:: EXERCISE PROMPT ::
Among the entries below, count the lines with "edges" in them and state the total without comment.

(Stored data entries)
/---
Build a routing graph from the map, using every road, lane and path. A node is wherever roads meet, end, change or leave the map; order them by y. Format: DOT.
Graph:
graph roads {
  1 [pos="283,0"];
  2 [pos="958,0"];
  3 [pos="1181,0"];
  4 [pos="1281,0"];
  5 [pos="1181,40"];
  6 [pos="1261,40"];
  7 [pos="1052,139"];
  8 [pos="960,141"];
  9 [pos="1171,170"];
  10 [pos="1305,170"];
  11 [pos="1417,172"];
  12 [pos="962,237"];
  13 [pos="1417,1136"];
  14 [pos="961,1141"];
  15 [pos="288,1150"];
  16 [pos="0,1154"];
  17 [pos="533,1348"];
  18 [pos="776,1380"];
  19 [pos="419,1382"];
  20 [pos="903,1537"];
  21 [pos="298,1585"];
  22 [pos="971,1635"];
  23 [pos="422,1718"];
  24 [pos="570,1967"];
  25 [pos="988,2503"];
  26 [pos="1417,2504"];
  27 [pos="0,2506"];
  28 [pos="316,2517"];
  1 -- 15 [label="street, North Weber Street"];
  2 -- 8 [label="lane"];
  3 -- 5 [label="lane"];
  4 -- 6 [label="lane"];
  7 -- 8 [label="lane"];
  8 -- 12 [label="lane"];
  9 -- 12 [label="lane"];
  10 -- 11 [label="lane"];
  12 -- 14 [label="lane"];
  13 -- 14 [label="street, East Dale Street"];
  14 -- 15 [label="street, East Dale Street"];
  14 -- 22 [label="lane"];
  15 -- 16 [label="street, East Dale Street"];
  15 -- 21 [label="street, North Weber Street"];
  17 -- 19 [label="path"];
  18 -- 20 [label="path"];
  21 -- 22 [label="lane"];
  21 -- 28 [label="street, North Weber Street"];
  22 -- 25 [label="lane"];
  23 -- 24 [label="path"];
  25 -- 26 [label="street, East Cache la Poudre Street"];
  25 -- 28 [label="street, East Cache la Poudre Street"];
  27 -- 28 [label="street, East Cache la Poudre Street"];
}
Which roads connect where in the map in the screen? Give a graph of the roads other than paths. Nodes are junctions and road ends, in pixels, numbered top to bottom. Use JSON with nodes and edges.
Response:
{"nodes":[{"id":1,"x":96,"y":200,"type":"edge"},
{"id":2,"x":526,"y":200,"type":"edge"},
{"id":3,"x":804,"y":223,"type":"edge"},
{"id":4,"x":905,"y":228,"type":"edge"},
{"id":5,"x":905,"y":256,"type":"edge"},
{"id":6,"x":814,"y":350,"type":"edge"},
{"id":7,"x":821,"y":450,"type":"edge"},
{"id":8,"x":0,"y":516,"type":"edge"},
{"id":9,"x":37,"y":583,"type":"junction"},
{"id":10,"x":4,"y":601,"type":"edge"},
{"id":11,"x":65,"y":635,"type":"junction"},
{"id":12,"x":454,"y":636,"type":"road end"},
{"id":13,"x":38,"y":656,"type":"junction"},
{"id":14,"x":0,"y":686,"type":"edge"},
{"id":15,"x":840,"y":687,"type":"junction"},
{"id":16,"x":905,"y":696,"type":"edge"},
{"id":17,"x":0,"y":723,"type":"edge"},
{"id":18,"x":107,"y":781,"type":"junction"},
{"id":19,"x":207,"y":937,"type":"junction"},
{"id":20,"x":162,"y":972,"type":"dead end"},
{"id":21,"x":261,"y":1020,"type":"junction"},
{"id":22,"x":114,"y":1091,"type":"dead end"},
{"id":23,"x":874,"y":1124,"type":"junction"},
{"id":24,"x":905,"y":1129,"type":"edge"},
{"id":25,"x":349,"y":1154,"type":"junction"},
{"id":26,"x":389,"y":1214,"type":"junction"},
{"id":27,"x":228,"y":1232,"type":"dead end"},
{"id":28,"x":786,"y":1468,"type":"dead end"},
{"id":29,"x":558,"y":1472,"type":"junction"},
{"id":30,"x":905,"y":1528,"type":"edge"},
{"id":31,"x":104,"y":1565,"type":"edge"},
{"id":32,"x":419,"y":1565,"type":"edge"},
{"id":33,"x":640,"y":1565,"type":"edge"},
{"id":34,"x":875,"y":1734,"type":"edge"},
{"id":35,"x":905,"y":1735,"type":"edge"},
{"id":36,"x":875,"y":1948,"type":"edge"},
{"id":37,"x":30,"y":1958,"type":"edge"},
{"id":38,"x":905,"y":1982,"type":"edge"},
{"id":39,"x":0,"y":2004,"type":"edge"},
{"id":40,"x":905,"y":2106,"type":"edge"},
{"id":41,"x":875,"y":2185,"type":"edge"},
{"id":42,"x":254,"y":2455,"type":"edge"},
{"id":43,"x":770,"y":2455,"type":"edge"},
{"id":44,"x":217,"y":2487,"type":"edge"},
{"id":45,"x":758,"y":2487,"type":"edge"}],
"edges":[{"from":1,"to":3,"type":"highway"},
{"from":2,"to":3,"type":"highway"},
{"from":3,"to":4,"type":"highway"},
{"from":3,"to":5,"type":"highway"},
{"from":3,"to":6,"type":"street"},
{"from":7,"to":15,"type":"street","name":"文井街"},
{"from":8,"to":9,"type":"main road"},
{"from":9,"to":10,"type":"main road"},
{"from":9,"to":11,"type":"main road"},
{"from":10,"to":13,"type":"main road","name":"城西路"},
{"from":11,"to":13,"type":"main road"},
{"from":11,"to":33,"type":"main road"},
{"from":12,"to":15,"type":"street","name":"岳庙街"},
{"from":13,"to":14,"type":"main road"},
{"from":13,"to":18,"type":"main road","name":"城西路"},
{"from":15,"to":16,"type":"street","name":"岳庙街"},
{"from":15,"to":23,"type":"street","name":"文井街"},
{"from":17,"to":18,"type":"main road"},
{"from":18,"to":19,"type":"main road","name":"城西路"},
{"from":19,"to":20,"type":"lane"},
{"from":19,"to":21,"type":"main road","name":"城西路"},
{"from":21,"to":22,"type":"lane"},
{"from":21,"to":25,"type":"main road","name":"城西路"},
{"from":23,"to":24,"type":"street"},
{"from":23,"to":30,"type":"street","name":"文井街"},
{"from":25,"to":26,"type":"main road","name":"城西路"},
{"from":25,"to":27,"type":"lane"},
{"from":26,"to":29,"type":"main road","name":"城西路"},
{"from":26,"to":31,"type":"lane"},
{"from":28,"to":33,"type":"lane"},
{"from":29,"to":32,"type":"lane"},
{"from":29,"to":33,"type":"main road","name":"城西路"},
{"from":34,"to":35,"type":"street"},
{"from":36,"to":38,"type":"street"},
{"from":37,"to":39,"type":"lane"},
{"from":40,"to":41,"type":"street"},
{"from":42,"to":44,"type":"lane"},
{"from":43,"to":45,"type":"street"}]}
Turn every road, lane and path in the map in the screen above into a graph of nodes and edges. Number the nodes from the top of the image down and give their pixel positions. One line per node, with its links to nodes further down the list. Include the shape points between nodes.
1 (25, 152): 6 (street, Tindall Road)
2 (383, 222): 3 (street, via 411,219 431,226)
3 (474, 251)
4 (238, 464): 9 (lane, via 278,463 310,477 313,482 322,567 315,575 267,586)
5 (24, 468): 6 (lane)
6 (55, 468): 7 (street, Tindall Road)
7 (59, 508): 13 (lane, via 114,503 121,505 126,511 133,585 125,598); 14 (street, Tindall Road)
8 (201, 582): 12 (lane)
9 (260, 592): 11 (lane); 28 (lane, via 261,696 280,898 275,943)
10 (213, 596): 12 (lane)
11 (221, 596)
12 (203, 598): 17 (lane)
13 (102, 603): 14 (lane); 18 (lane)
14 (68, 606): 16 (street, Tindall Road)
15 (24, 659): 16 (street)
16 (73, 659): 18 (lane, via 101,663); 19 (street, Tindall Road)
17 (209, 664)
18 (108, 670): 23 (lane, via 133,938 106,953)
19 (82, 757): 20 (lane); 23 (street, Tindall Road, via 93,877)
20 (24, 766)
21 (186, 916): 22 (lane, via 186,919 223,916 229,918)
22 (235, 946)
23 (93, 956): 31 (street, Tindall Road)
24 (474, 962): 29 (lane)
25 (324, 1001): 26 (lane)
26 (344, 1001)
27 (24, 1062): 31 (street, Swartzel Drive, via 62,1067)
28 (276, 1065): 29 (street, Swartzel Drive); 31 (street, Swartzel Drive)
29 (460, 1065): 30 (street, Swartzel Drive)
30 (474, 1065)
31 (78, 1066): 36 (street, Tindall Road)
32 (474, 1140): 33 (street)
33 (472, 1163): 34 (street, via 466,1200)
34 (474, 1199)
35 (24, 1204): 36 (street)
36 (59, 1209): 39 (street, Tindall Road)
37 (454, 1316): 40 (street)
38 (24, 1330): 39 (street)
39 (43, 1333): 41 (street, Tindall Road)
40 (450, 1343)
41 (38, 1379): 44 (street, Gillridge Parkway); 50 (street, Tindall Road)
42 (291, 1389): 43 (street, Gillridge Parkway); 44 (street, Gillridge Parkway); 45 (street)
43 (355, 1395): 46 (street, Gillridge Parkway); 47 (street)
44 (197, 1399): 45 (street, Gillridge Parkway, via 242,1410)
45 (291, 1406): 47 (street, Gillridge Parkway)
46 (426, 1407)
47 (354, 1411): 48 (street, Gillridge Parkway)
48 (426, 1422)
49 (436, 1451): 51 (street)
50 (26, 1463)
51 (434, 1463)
\---
:: WRITTEN ANSWER ::
3